5.9 Officers reinforced that things were not going to change overnight but it was important to begin taking steps. They also highlighted the positive financial impact for the Council especially when trying to manage major highways carriages.
Colin Chick, Strategic Adviser (Communities & Infrastructure) to update the Committee on current issues.
6.1 Colin Chick, Strategic Adviser (Communities & Infrastructure), updated the Committee on current issues. In particular, members noted that:
· The new highways contract is going very well.
· Unfortunately the Chepstow Bypass bid for funding to the Western Gateway Sub-national Board submission was rejected as it did not meet the objectives. It will stay on the list and the Council can bid again if another funding route isn’t found.
· Under 3.6 the report should state 2020 not 2019.
· In relation to the Local Transport Plan (LTP) – GCC and all district councils are in agreement that a co-ordinated approach on land allocations is the best way forward. The developing LTP will look forward to 2041, identifying long term aspirations through connections and transport schemes.
· To highlight that the changes at Arle Court have been well received by the community.
6.2 Looking next at the submitted quarter 3 and 4 performance scorecards for the department, it was highlighted that almost all of the performance indicators were achieved or overachieved. This was despite numerous major projects such as junction 10 on top of the department’s usual workload.
6.3 It was referenced that for completeness of the quartered reports, the Fire and Rescue Service had been included but this would not happen going forward due to the Committee’s remit change following the scrutiny review.
6.4 On questioning of the Director’s report, a member asked why they had heard Javelin Park would begin taking waste in around 3 weeks time via the media. Members were informed that there have been set up delays which keep altering the timeline. Both of the previous 20 days notices to GCC have been cancelled and there is doubt around the current one. To avoid confusion, officers are liaising with the districts constantly to make sure everyone is as up to date on progress as possible.

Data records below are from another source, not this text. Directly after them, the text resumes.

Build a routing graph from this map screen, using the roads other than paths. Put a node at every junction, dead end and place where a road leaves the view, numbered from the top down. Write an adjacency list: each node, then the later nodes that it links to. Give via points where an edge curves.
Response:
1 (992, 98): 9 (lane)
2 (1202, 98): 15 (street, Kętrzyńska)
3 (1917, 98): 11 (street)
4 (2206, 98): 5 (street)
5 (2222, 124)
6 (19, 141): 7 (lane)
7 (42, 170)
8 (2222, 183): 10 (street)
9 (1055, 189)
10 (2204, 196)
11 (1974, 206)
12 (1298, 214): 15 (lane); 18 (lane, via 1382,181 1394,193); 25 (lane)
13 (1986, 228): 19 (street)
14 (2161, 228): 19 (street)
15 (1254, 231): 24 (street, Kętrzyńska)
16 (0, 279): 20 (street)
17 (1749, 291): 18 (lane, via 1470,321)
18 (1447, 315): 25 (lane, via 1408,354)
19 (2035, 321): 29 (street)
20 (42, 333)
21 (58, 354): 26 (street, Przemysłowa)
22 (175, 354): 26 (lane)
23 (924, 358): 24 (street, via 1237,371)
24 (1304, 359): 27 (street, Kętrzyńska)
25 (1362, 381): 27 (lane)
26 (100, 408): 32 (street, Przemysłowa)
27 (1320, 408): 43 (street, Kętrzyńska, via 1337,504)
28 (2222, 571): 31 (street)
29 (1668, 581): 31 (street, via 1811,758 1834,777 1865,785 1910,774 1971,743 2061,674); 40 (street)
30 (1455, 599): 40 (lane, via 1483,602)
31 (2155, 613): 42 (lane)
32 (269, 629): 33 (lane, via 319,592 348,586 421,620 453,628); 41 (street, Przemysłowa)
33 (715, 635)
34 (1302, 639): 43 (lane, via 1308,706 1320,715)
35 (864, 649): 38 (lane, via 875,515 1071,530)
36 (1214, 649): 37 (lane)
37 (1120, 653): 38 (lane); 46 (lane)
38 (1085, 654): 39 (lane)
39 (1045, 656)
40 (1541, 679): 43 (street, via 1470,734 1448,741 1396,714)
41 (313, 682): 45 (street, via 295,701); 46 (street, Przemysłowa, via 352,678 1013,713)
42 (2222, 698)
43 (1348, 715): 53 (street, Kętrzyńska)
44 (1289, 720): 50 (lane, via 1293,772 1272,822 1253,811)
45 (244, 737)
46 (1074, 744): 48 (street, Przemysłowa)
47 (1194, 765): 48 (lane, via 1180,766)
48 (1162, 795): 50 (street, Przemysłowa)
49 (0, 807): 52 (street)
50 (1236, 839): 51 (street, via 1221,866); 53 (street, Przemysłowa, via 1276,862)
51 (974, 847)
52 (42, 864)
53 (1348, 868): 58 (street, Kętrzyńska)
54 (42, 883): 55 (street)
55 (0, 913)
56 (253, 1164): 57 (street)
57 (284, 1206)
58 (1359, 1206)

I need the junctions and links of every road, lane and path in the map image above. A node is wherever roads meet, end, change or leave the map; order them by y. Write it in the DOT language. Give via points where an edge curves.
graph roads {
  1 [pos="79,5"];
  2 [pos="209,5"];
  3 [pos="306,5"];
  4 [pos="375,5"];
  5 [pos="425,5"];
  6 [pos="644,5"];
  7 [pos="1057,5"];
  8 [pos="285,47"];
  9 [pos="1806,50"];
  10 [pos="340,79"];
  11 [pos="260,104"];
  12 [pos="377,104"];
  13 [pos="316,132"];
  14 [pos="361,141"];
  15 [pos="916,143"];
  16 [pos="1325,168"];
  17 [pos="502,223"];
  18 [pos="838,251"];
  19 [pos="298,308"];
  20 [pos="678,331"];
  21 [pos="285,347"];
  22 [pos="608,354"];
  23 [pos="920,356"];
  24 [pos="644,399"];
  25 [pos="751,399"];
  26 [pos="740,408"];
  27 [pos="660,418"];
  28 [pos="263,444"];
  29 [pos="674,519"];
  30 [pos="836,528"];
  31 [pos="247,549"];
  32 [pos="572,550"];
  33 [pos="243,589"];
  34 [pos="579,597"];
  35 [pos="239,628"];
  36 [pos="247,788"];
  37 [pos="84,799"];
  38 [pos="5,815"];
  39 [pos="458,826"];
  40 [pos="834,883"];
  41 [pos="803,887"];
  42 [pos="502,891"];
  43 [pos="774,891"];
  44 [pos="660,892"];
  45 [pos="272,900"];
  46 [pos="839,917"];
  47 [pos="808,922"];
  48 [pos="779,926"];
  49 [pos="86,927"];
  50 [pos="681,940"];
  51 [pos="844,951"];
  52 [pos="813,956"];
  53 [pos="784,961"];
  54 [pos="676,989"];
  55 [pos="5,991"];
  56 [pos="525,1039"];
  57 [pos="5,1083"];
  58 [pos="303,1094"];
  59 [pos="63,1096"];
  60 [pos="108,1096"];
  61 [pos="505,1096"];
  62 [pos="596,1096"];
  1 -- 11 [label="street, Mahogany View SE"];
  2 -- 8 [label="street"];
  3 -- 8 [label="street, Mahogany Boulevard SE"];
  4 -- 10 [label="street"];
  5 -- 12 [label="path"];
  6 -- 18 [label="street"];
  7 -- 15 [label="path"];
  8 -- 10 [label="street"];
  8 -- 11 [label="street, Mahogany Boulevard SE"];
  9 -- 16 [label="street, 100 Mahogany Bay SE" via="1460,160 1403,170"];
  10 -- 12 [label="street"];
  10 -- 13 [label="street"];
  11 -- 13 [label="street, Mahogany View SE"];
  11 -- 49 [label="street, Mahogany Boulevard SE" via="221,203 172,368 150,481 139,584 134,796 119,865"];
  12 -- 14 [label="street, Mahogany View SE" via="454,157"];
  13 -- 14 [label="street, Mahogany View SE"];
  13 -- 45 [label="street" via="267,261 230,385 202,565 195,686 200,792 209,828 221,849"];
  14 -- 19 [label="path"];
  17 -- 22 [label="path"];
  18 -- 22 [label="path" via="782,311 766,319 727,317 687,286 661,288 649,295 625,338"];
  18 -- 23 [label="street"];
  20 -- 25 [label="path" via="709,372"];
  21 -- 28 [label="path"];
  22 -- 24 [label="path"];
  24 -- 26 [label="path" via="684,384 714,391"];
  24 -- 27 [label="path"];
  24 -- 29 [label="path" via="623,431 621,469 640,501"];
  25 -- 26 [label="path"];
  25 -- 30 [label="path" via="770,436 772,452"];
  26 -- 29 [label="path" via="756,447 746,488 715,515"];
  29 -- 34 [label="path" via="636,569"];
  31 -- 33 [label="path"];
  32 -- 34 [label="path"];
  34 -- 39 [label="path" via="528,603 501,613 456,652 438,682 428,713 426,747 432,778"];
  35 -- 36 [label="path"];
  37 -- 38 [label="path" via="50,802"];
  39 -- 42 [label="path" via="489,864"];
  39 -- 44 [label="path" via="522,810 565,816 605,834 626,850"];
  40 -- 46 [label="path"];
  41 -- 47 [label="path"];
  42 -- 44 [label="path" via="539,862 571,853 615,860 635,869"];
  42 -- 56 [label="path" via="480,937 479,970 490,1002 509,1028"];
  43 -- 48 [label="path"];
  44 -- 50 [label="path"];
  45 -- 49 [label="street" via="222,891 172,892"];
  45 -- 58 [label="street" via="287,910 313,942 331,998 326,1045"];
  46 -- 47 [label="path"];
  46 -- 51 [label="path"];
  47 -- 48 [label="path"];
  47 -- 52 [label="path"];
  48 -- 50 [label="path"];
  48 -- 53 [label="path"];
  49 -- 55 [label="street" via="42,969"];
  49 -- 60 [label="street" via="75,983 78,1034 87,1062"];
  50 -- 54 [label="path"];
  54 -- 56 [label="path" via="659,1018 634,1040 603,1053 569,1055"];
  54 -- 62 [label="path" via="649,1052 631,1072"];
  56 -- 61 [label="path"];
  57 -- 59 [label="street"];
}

6.5 A local member to the area raised concern regarding the displaced traffic from GCHQ due to the changes at Arle Court. Officers reassured that as one of the largest employers in the county, they’re working closely with GCHQ on a travel plan refresh to try and improve numbers on walking, cycling and public transport use.
6.6 Members noted that currently, the Joint Waste Committee are in discussions about the future shape of the partnership. All are in agreement that there needs to be something that co-ordinates waste management on a county basis, and this was welcomed by members of the Committee also.
6.7 A member questioned the impact of the forthcoming decision on third party recycling credits. It was advised that as part of the department’s savings, waste needed to carry a percentage of those savings and this is one option (not yet definite). The issue is that some organisations who claim the credits are branches of major national charities. Officers are currently trying to find a way of identifying smaller charities that benefit more from these credits.
6.8 Cllr Patel raised a concern regarding repeated requests for parking enforcement action and it was ... view the full minutes text for item 6.
To review the committee work plan and suggest items for consideration at future meetings. (Work plan attached).
7.1 Members decided for the next meeting on 17 July, it would be a one item agenda on developing the revised Climate Change Strategy.
7.2 The September agenda would be:
· The long-term review of local transport plan
· Cabinet feedback on the Biodiversity Task Group report
7.3 In November they would look at the increase in costs of re-tendering public transport services.
7.4 Officers agreed to revisit at the July meeting to arrange a visit for the Committee to Javelin Park.